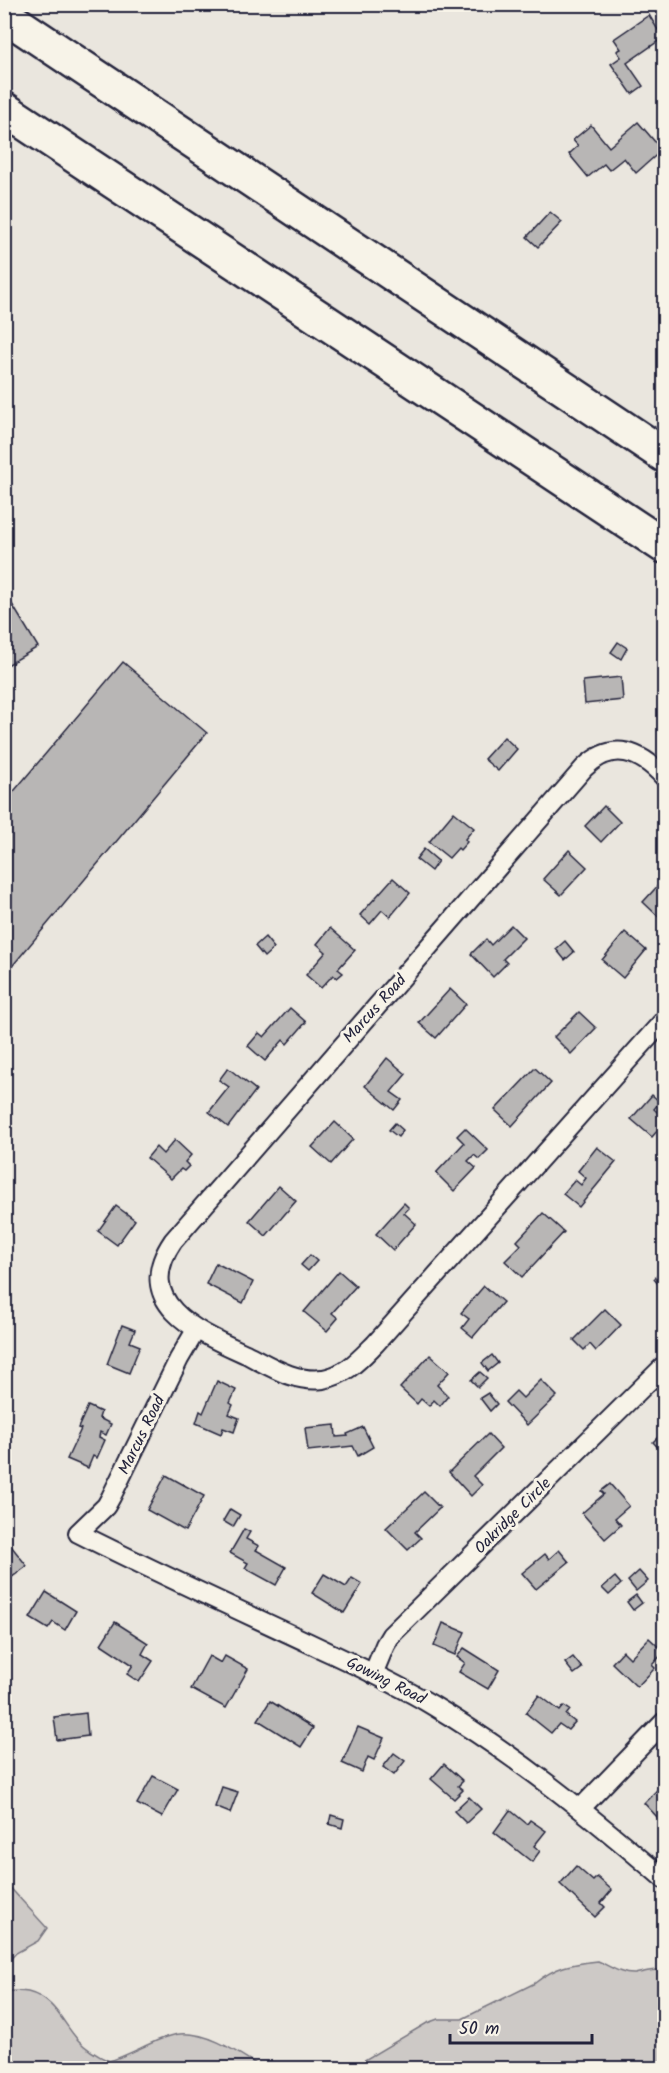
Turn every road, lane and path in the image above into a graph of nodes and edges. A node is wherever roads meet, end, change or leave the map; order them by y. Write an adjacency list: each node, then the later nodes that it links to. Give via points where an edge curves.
1 (4, 15): 3 (highway)
2 (4, 109): 4 (highway)
3 (664, 455)
4 (664, 546)
5 (664, 777): 7 (street, Marcus Road, via 648,760 632,753 606,753 590,762 173,1241 162,1267 162,1289 172,1310)
6 (664, 1020): 7 (street, Marcus Road, via 383,1335 342,1373 299,1378)
7 (196, 1330): 9 (street, Marcus Road, via 109,1502)
8 (664, 1366): 10 (street, Oakridge Circle, via 391,1635)
9 (78, 1533): 10 (street, Gowing Road)
10 (373, 1674): 12 (street, Gowing Road, via 465,1726)
11 (664, 1722): 12 (street)
12 (581, 1808): 13 (street, Gowing Road)
13 (664, 1879)

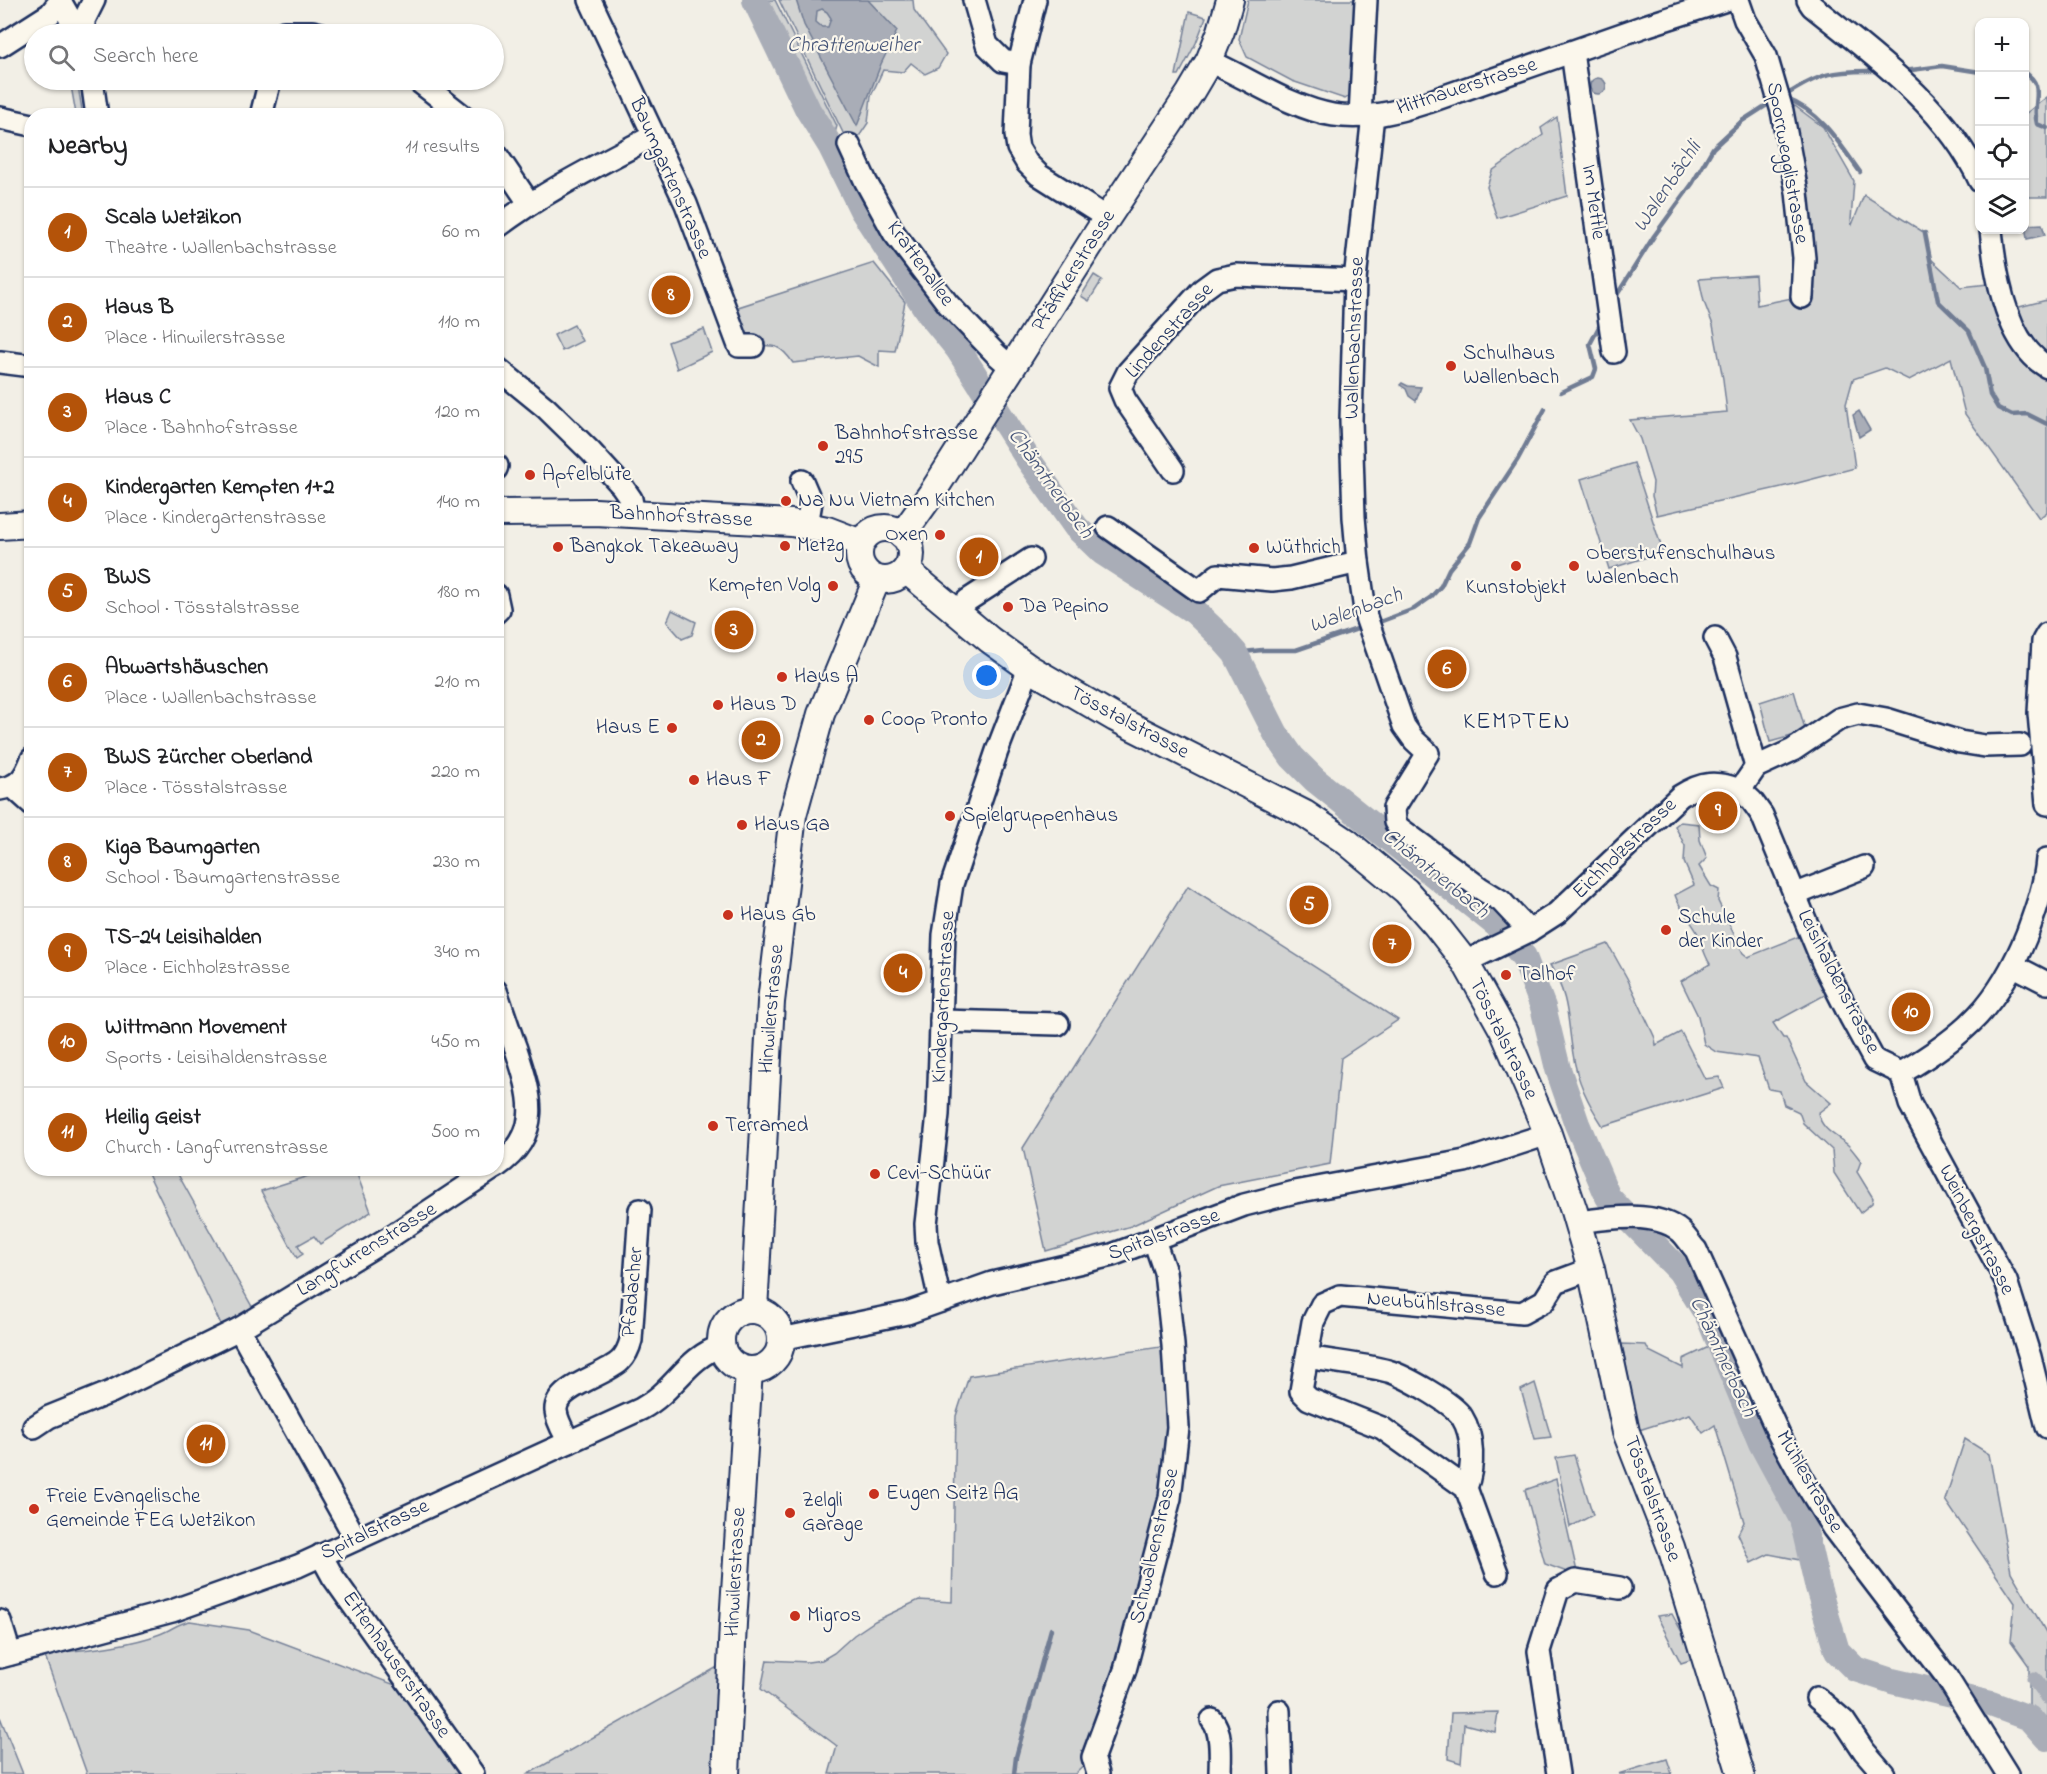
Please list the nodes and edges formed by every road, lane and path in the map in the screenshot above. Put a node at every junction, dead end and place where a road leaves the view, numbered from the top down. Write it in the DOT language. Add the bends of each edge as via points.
graph roads {
  1 [pos="67,0"];
  2 [pos="94,0"];
  3 [pos="590,0"];
  4 [pos="974,0"];
  5 [pos="1035,0"];
  6 [pos="1230,0"];
  7 [pos="1366,0"];
  8 [pos="1726,0"];
  9 [pos="1738,0"];
  10 [pos="1808,0"];
  11 [pos="34,24"];
  12 [pos="75,24"];
  13 [pos="84,24"];
  14 [pos="24,31"];
  15 [pos="0,46"];
  16 [pos="1572,52"];
  17 [pos="1209,61"];
  18 [pos="1019,64"];
  19 [pos="93,90"];
  20 [pos="268,90"];
  21 [pos="430,90"];
  22 [pos="96,108"];
  23 [pos="263,108"];
  24 [pos="453,108"];
  25 [pos="1367,116"];
  26 [pos="0,118"];
  27 [pos="24,123"];
  28 [pos="653,136"];
  29 [pos="849,145"];
  30 [pos="504,166"];
  31 [pos="1979,180"];
  32 [pos="529,203"];
  33 [pos="1107,218"];
  34 [pos="504,222"];
  35 [pos="1992,234"];
  36 [pos="1355,280"];
  37 [pos="1802,297"];
  38 [pos="753,346"];
  39 [pos="1614,352"];
  40 [pos="0,362"];
  41 [pos="24,365"];
  42 [pos="2047,367"];
  43 [pos="504,373"];
  44 [pos="1007,375"];
  45 [pos="1173,470"];
  46 [pos="802,481"];
  47 [pos="504,513"];
  48 [pos="634,514"];
  49 [pos="24,524"];
  50 [pos="807,525"];
  51 [pos="0,526"];
  52 [pos="1108,527"];
  53 [pos="902,535"];
  54 [pos="861,543"];
  55 [pos="1031,559"];
  56 [pos="1358,562"];
  57 [pos="906,570"];
  58 [pos="877,579"];
  59 [pos="956,611"];
  60 [pos="2047,634"];
  61 [pos="1715,638"];
  62 [pos="1029,668"];
  63 [pos="2020,745"];
  64 [pos="1756,767"];
  65 [pos="24,775"];
  66 [pos="7,788"];
  67 [pos="1740,790"];
  68 [pos="24,799"];
  69 [pos="2047,804"];
  70 [pos="2047,859"];
  71 [pos="1864,867"];
  72 [pos="1794,895"];
  73 [pos="1526,932"];
  74 [pos="1465,962"];
  75 [pos="2014,966"];
  76 [pos="2047,983"];
  77 [pos="504,1014"];
  78 [pos="941,1021"];
  79 [pos="1058,1024"];
  80 [pos="1901,1073"];
  81 [pos="1548,1134"];
  82 [pos="504,1160"];
  83 [pos="483,1176"];
  84 [pos="640,1210"];
  85 [pos="1577,1221"];
  86 [pos="1154,1240"];
  87 [pos="1591,1269"];
  88 [pos="940,1301"];
  89 [pos="754,1310"];
  90 [pos="239,1329"];
  91 [pos="782,1339"];
  92 [pos="722,1346"];
  93 [pos="1307,1357"];
  94 [pos="749,1370"];
  95 [pos="34,1426"];
  96 [pos="2047,1427"];
  97 [pos="569,1442"];
  98 [pos="1467,1488"];
  99 [pos="356,1539"];
  100 [pos="321,1555"];
  101 [pos="1497,1573"];
  102 [pos="1620,1588"];
  103 [pos="0,1621"];
  104 [pos="5,1656"];
  105 [pos="1817,1698"];
  106 [pos="1279,1711"];
  107 [pos="1212,1720"];
  108 [pos="473,1774"];
  109 [pos="726,1774"];
  110 [pos="1098,1774"];
  111 [pos="1220,1774"];
  112 [pos="1281,1774"];
  113 [pos="1558,1774"];
  114 [pos="1741,1774"];
  115 [pos="1884,1774"];
  116 [pos="2007,1774"];
  1 -- 11 [label="street"];
  1 -- 12 [label="street"];
  2 -- 13 [label="street"];
  3 -- 28 [label="street, Baumgartenstrasse"];
  4 -- 18 [label="street" via="987,45 1003,61"];
  5 -- 18 [label="street"];
  6 -- 17 [label="main road, Pfäffikerstrasse"];
  7 -- 25 [label="street, Wallenbachstrasse"];
  8 -- 16 [label="street, Hittnauerstrasse"];
  9 -- 37 [label="street, Sporrwegglistrasse" via="1744,20 1766,56 1778,99 1797,192 1804,258"];
  10 -- 31 [label="street" via="1917,97 1951,136"];
  14 -- 15 [label="street"];
  16 -- 25 [label="street, Hittnauerstrasse" via="1399,111"];
  16 -- 39 [label="street, Im Mettle"];
  17 -- 25 [label="street, Hittnauerstrasse" via="1313,110"];
  17 -- 33 [label="main road, Pfäffikerstrasse"];
  18 -- 33 [label="street" via="1017,148 1039,175"];
  19 -- 22 [label="street"];
  20 -- 23 [label="street"];
  21 -- 24 [label="street"];
  25 -- 36 [label="street, Wallenbachstrasse"];
  26 -- 27 [label="street"];
  28 -- 32 [label="street"];
  28 -- 38 [label="street, Baumgartenstrasse" via="686,204 739,346"];
  29 -- 44 [label="street, Krattenallee" via="894,233 948,304 997,356"];
  30 -- 32 [label="street"];
  32 -- 34 [label="street"];
  33 -- 44 [label="main road, Pfäffikerstrasse"];
  35 -- 42 [label="street" via="1998,283 2007,310 2027,349"];
  36 -- 45 [label="street, Lindenstrasse" via="1236,275 1217,279 1202,290 1128,372 1120,388"];
  36 -- 56 [label="street, Wallenbachstrasse" via="1351,420"];
  40 -- 41 [label="street"];
  43 -- 48 [label="street" via="591,452 622,486 631,499"];
  44 -- 53 [label="main road, Pfäffikerstrasse"];
  46 -- 50 [label="street" via="811,502"];
  47 -- 48 [label="main road, Bahnhofstrasse"];
  48 -- 50 [label="main road, Bahnhofstrasse"];
  49 -- 51 [label="main road"];
  50 -- 54 [label="main road, Bahnhofstrasse"];
  52 -- 56 [label="street" via="1199,591 1218,575 1272,580"];
  53 -- 54 [label="main road" via="896,530 880,529"];
  53 -- 57 [label="main road" via="910,547"];
  54 -- 58 [label="main road" via="863,568"];
  55 -- 59 [label="street"];
  56 -- 73 [label="street, Wallenbachstrasse" via="1366,617 1404,726 1428,753 1395,808 1395,822 1501,901"];
  57 -- 58 [label="main road" via="893,579"];
  57 -- 59 [label="main road, Tösstalstrasse"];
  58 -- 89 [label="main road, Hinwilerstrasse" via="821,714 793,815 771,1002"];
  59 -- 62 [label="main road, Tösstalstrasse"];
  60 -- 69 [label="street" via="2043,641 2039,713"];
  61 -- 64 [label="street" via="1725,657"];
  62 -- 74 [label="main road, Tösstalstrasse" via="1115,718 1305,814 1347,842 1406,891"];
  62 -- 78 [label="street, Kindergartenstrasse" via="952,884 944,935"];
  63 -- 64 [label="street" via="1960,742 1858,714 1839,719 1793,750"];
  64 -- 67 [label="street"];
  65 -- 66 [label="street"];
  66 -- 68 [label="street"];
  67 -- 72 [label="street, Leisihaldenstrasse" via="1762,815"];
  67 -- 73 [label="street, Eichholzstrasse" via="1712,784 1680,796 1557,913"];
  70 -- 75 [label="street, Leisihaldenstrasse" via="2038,907"];
  71 -- 72 [label="street, Leisihaldenstrasse"];
  72 -- 80 [label="street, Leisihaldenstrasse" via="1823,963 1874,1060"];
  73 -- 74 [label="street, Eichholzstrasse"];
  74 -- 81 [label="main road, Tösstalstrasse" via="1498,1020"];
  75 -- 76 [label="street"];
  75 -- 80 [label="street, Leisihaldenstrasse" via="1971,1023 1951,1041"];
  77 -- 82 [label="street, Langfurrenstrasse" via="530,1098 525,1133"];
  78 -- 79 [label="street"];
  78 -- 88 [label="street, Kindergartenstrasse" via="938,1114 926,1224"];
  80 -- 96 [label="street, Weinbergstrasse" via="1910,1104 2006,1281"];
  81 -- 85 [label="main road, Tösstalstrasse"];
  81 -- 86 [label="street, Spitalstrasse" via="1465,1161 1314,1188 1244,1205"];
  83 -- 90 [label="street, Langfurrenstrasse"];
  84 -- 97 [label="street, Pfadacher" via="631,1340 620,1360 558,1400 556,1413"];
  85 -- 87 [label="main road, Tösstalstrasse"];
  85 -- 116 [label="street, Mühlestrasse" via="1650,1218 1679,1230 1696,1250 1779,1435 1803,1479 1833,1528 1932,1655"];
  86 -- 88 [label="street, Spitalstrasse" via="1112,1255 992,1283"];
  86 -- 110 [label="street, Schwalbenstrasse" via="1165,1272 1178,1427 1170,1498 1125,1670 1093,1757"];
  87 -- 93 [label="street, Neubühlstrasse" via="1556,1282 1544,1301 1522,1313 1340,1296 1322,1304 1313,1322"];
  87 -- 114 [label="main road, Tösstalstrasse" via="1626,1432 1671,1547"];
  88 -- 91 [label="street, Spitalstrasse" via="908,1312"];
  89 -- 91 [label="main road" via="770,1317"];
  89 -- 92 [label="main road" via="732,1317 723,1330"];
  90 -- 95 [label="street, Langfurrenstrasse"];
  90 -- 99 [label="street"];
  91 -- 94 [label="main road" via="772,1362"];
  92 -- 94 [label="main road" via="731,1363"];
  92 -- 97 [label="street, Spitalstrasse" via="701,1354 656,1401"];
  93 -- 98 [label="street, Neubühlstrasse" via="1301,1391 1309,1399 1383,1428"];
  93 -- 98 [label="street" via="1389,1371 1410,1379 1447,1404 1462,1417 1467,1432 1473,1458"];
  94 -- 109 [label="main road, Hinwilerstrasse"];
  97 -- 99 [label="street, Spitalstrasse"];
  98 -- 101 [label="street"];
  99 -- 100 [label="street, Spitalstrasse"];
  100 -- 104 [label="street, Spitalstrasse" via="204,1601"];
  100 -- 108 [label="street, Ettenhauserstrasse"];
  102 -- 113 [label="street" via="1575,1581 1558,1590 1548,1617 1539,1651"];
  103 -- 104 [label="street"];
  105 -- 115 [label="street" via="1844,1721"];
  106 -- 112 [label="street"];
  107 -- 111 [label="street" via="1217,1726"];
}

● TASK DESCRIPTION
Look for the word "path" in the records above, count the lines that hold it, and give only that number.

● REPLY TO THE TASK
2